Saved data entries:

━━━━━━━━━━━━━━━━━━━━━━━━━━━━━━

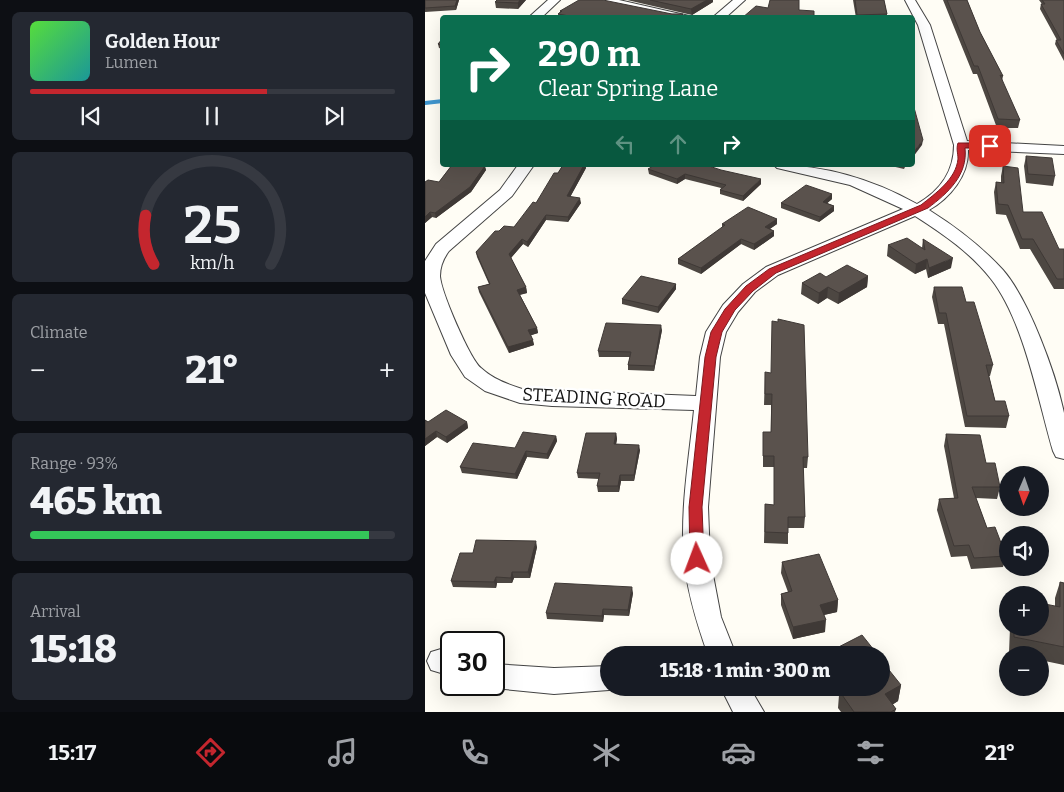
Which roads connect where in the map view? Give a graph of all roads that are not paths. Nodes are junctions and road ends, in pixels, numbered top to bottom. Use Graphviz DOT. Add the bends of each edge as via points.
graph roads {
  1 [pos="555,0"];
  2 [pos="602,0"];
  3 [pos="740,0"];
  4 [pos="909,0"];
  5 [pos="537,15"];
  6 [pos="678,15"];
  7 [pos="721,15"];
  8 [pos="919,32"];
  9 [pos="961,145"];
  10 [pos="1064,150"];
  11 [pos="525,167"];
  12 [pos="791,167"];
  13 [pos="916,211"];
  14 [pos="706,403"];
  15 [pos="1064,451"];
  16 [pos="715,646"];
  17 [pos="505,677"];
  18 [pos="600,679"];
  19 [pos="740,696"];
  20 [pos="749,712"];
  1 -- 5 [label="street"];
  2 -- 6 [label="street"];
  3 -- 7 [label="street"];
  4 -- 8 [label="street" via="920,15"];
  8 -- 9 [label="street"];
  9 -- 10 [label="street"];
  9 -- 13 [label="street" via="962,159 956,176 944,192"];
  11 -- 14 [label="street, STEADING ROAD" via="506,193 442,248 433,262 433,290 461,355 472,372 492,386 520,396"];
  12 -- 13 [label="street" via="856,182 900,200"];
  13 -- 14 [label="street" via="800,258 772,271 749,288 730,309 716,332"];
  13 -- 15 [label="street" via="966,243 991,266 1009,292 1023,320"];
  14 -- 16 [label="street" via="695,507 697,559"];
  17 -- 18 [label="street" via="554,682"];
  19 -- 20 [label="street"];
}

━━━━━━━━━━━━━━━━━━━━━━━━━━━━━━

What the task requires:
Give the data again exactly as written, with no pictures included.

Exercise response:
Which roads connect where in the map view? Give a graph of all roads that are not paths. Nodes are junctions and road ends, in pixels, numbered top to bottom. Use Graphviz DOT. Add the bends of each edge as via points.
graph roads {
  1 [pos="555,0"];
  2 [pos="602,0"];
  3 [pos="740,0"];
  4 [pos="909,0"];
  5 [pos="537,15"];
  6 [pos="678,15"];
  7 [pos="721,15"];
  8 [pos="919,32"];
  9 [pos="961,145"];
  10 [pos="1064,150"];
  11 [pos="525,167"];
  12 [pos="791,167"];
  13 [pos="916,211"];
  14 [pos="706,403"];
  15 [pos="1064,451"];
  16 [pos="715,646"];
  17 [pos="505,677"];
  18 [pos="600,679"];
  19 [pos="740,696"];
  20 [pos="749,712"];
  1 -- 5 [label="street"];
  2 -- 6 [label="street"];
  3 -- 7 [label="street"];
  4 -- 8 [label="street" via="920,15"];
  8 -- 9 [label="street"];
  9 -- 10 [label="street"];
  9 -- 13 [label="street" via="962,159 956,176 944,192"];
  11 -- 14 [label="street, STEADING ROAD" via="506,193 442,248 433,262 433,290 461,355 472,372 492,386 520,396"];
  12 -- 13 [label="street" via="856,182 900,200"];
  13 -- 14 [label="street" via="800,258 772,271 749,288 730,309 716,332"];
  13 -- 15 [label="street" via="966,243 991,266 1009,292 1023,320"];
  14 -- 16 [label="street" via="695,507 697,559"];
  17 -- 18 [label="street" via="554,682"];
  19 -- 20 [label="street"];
}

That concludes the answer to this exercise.